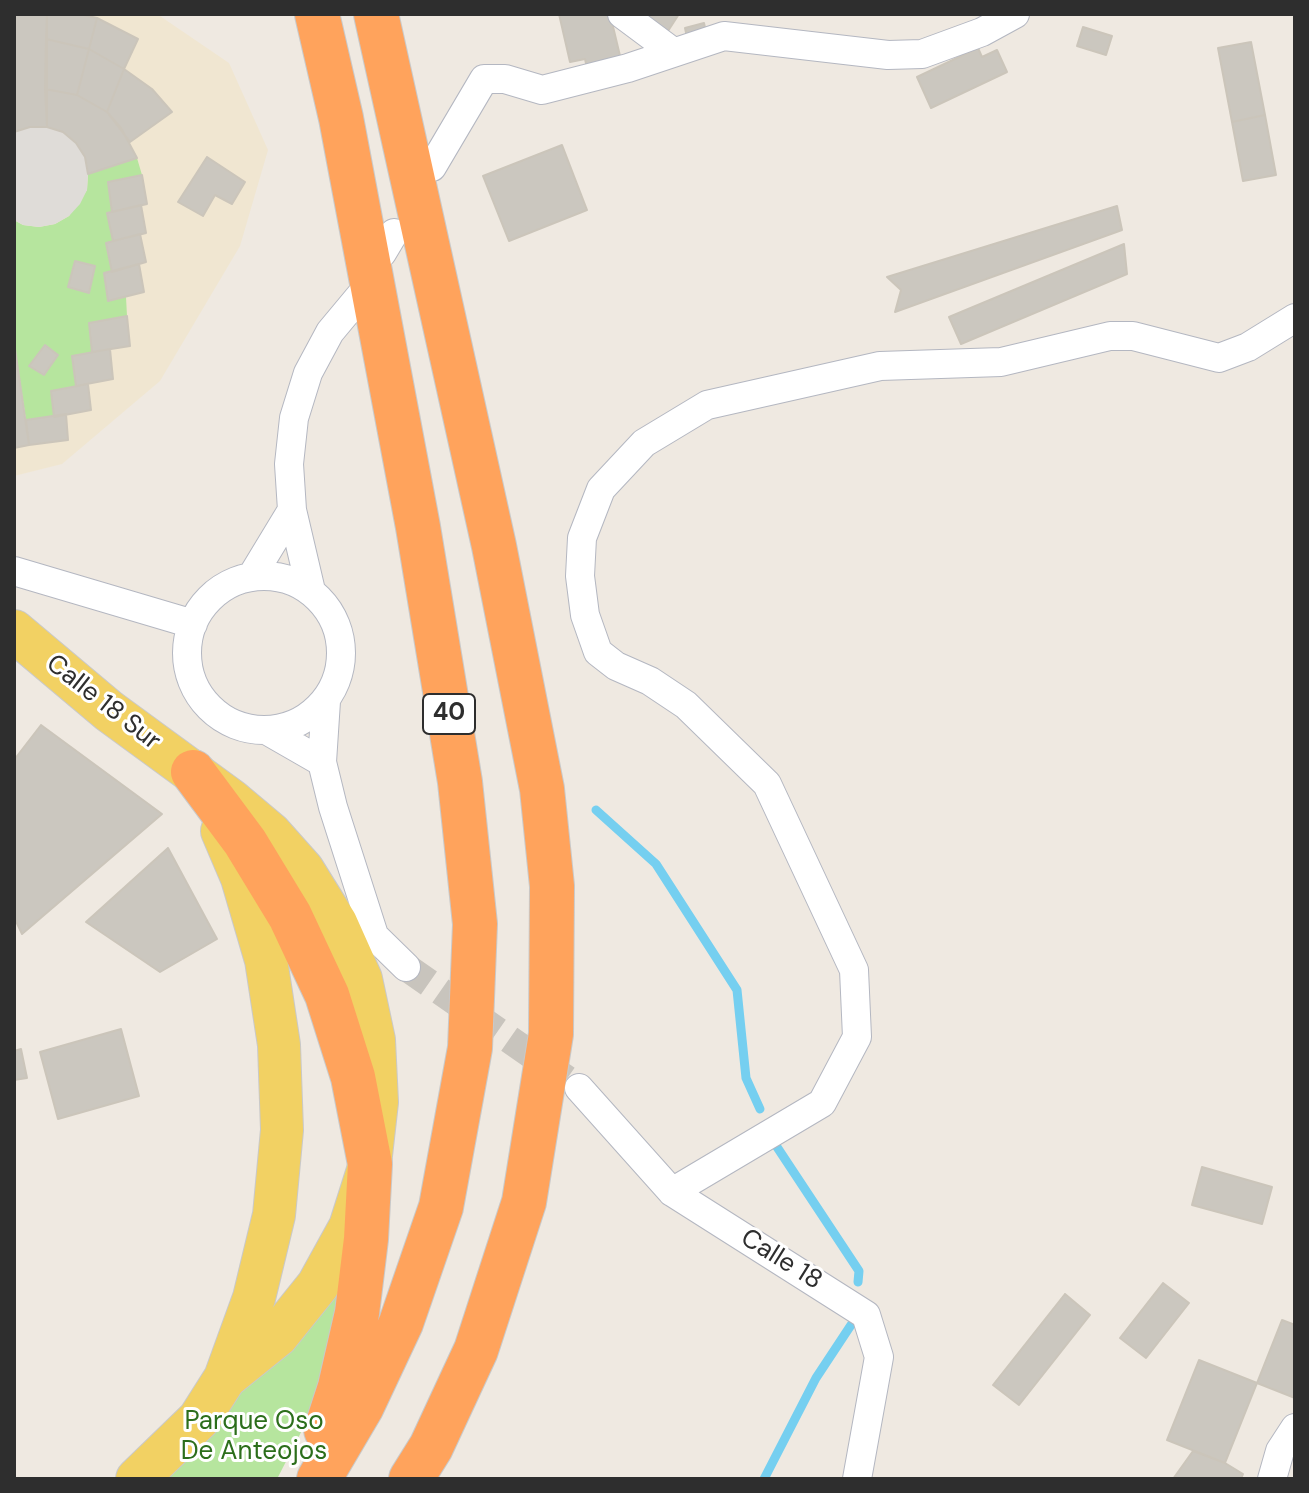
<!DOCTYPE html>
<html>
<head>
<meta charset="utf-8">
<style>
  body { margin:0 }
  #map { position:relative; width:1309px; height:1493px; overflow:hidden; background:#efe9e1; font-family:"DM Sans",sans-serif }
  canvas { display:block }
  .frame { position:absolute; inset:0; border:16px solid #2e2e2e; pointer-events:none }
</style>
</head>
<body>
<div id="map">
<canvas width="1309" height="1493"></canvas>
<div class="frame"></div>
</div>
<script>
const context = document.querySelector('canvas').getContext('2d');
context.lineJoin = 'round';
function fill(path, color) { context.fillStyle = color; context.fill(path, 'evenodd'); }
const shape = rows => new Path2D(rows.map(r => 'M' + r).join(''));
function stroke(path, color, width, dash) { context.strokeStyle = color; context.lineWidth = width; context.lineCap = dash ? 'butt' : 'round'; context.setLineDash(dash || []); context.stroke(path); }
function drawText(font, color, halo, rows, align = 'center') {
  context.font = font + ' "DM Sans",sans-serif'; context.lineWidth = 6; context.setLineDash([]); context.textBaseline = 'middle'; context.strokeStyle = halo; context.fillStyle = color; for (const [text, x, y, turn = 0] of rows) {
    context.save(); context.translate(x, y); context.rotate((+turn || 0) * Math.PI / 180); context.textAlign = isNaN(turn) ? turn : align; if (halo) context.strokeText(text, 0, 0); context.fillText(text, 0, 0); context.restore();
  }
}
const education = shape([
  [14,14,157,14,229,63,268,150,240,246,160,381,62,464,14,476]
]);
const green = shape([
  [137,158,142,175,108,183,113,212,108,214,113,241,112,272,104,274,108,301,126,297,127,316,89,323,92,352,72,356,77,386,51,391,54,417,26,420,14,341,14,220,23,225,39,227,55,224,69,216,87,190,88,174],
  [350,1246,315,1405,277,1479,161,1479]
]);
const plaza = shape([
  [30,127,47,127,63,132,76,143,85,157,88,174,87,190,80,204,69,216,55,224,39,227,23,225,14,220,14,132]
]);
const stream = shape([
  [596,810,656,864,737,990,746,1078,760,1109],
  [775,1144,859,1271,858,1282],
  [764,1479,816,1378,853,1322]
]);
const building = shape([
  [14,14,47,14,47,127,30,127,14,132,14,14],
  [47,14,80,14,97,18,89,49,46,39,47,14],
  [559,14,610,14,621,60,587,68,585,59,570,62,559,14],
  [644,14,679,14,668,31,644,14],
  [97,18,138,39,124,69,89,49,97,18],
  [704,23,707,37,688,42,685,28,704,23],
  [1083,27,1112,36,1106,55,1077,46,1083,27],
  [46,39,89,49,77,95,45,89,46,39],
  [1251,42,1265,115,1232,122,1218,48,1251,42],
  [978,48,982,57,997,50,1007,72,931,108,917,77,978,48],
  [89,49,124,69,107,112,77,95,89,49],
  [124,69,152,89,172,112,130,142,107,112,124,69],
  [45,89,77,95,107,112,121,128,137,158,88,174,85,157,76,143,63,132,47,127,45,89],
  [1265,115,1276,175,1243,181,1232,122,1265,115],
  [562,145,587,210,509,241,483,176,562,145],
  [207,157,245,182,232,204,215,195,203,216,178,202,207,157],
  [142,175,147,204,112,212,108,182,142,175],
  [141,205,146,233,113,241,107,213,141,205],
  [1117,206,1122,230,895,312,901,290,887,277,1117,206],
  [140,234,146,262,112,272,106,243,140,234],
  [1124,244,1127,274,961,344,949,317,1124,244],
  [75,261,95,266,89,293,68,287,75,261],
  [139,264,144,292,108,301,104,273,139,264],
  [127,316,130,346,92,352,89,323,127,316],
  [14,342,29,445,14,448,14,342],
  [45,345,58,355,44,375,29,366,45,345],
  [110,349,113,379,76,386,72,356,110,349],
  [88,384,91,410,54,417,51,391,88,384],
  [66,414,68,440,29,445,26,420,66,414],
  [41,725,162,814,22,934,14,917,14,760,41,725],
  [168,848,217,939,160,972,86,922,168,848],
  [121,1029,139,1096,58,1119,40,1052,121,1029],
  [21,1049,27,1078,14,1080,14,1051,21,1049],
  [1202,1167,1272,1187,1262,1224,1192,1205,1202,1167],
  [1163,1283,1189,1303,1146,1358,1120,1338,1163,1283],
  [1065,1294,1090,1315,1019,1405,993,1385,1065,1294],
  [1282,1320,1295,1325,1295,1398,1257,1383,1282,1320],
  [1199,1360,1257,1383,1225,1463,1167,1440,1199,1360],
  [1193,1451,1225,1463,1243,1474,1241,1479,1173,1479,1193,1451]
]);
const streetTunnel = shape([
  [406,967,579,1088]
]);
const street = shape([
  [622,14,673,52],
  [432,167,484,79,505,79,542,90,628,68,724,36,888,55,922,54,982,32,1015,14],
  [382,253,394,233],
  [14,571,193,624],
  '187 653a77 77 0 1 1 154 0a77 77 0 1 1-154 0Z',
  [252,576,292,510],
  [311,591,292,510,289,464,294,418,308,373,330,332,360,296],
  [326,701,322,762,333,807,374,935],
  [268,731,322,762],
  [360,922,406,967],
  [579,1088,672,1192,866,1315,879,1357,857,1479],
  [672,1192,822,1103,857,1037,854,970,767,784,686,705,650,681,616,666,598,652,585,615,580,576,582,538,601,489,644,443,707,405,880,366,1001,362,1110,336,1133,336,1219,358,1248,347,1295,318],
  [1272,1479,1280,1451,1295,1428]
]);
const primary = shape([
  [14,631,109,711,232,801,270,833,303,870,336,923,361,979,374,1040,377,1102,370,1164,350,1227,318,1285,277,1336,225,1378],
  [137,1479,199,1419,225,1378,254,1298,274,1215,282,1130,279,1045,266,960,242,878,222,831]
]);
const highway = shape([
  [317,14,341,118,418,527,460,782,475,924,470,1048,441,1207,401,1323,362,1406,319,1479],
  [376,14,494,546,542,789,552,886,551,1034,524,1202,476,1350,431,1447,411,1479],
  [193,772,245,842,290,916,327,995,353,1077,370,1164,366,1239,357,1313,340,1387,326,1430]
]);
const shields = [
  [449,714,52]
];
const shieldNames = [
  ["40",449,714]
];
const streetNames = [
  ["Calle 18 Sur",103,703,38],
  ["Calle 18",781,1260,32]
];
const parkNames = [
  ["Parque Oso",254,1422],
  ["De Anteojos",254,1452]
];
fill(education, '#f0e6d1');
fill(green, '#b6e59e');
fill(plaza, '#dfdcd8');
stroke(stream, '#75cff0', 9);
fill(building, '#cbc7bf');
stroke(building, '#cbc5ba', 2);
stroke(streetTunnel, '#c8c4bd', 28, [28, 14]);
stroke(street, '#b4b7c1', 30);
stroke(primary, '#c9c9c9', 44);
stroke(highway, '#c9c9c9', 46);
stroke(street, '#fff', 28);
stroke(primary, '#f2d163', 42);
stroke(highway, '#ffa35c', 44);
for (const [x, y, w] of shields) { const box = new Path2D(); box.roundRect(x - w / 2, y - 20, w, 40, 6); context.fillStyle = '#fff'; context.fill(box); stroke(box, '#2e2e2e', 2); }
drawText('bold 24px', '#2e2e2e', null, shieldNames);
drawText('26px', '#2e2e2e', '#fff', streetNames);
drawText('26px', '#2c6e1b', '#fff', parkNames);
</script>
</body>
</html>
────────────────
§ YOUR INSTRUCTIONS: Repeat the listing above up to and including the line with "function stroke(path, color, width, dash)", starting from its first line. Drop any pictures.

§ RESPONSE TO THE TASK:
<!DOCTYPE html>
<html>
<head>
<meta charset="utf-8">
<style>
  body { margin:0 }
  #map { position:relative; width:1309px; height:1493px; overflow:hidden; background:#efe9e1; font-family:"DM Sans",sans-serif }
  canvas { display:block }
  .frame { position:absolute; inset:0; border:16px solid #2e2e2e; pointer-events:none }
</style>
</head>
<body>
<div id="map">
<canvas width="1309" height="1493"></canvas>
<div class="frame"></div>
</div>
<script>
const context = document.querySelector('canvas').getContext('2d');
context.lineJoin = 'round';
function fill(path, color) { context.fillStyle = color; context.fill(path, 'evenodd'); }
const shape = rows => new Path2D(rows.map(r => 'M' + r).join(''));
function stroke(path, color, width, dash) { context.strokeStyle = color; context.lineWidth = width; context.lineCap = dash ? 'butt' : 'round'; context.setLineDash(dash || []); context.stroke(path); }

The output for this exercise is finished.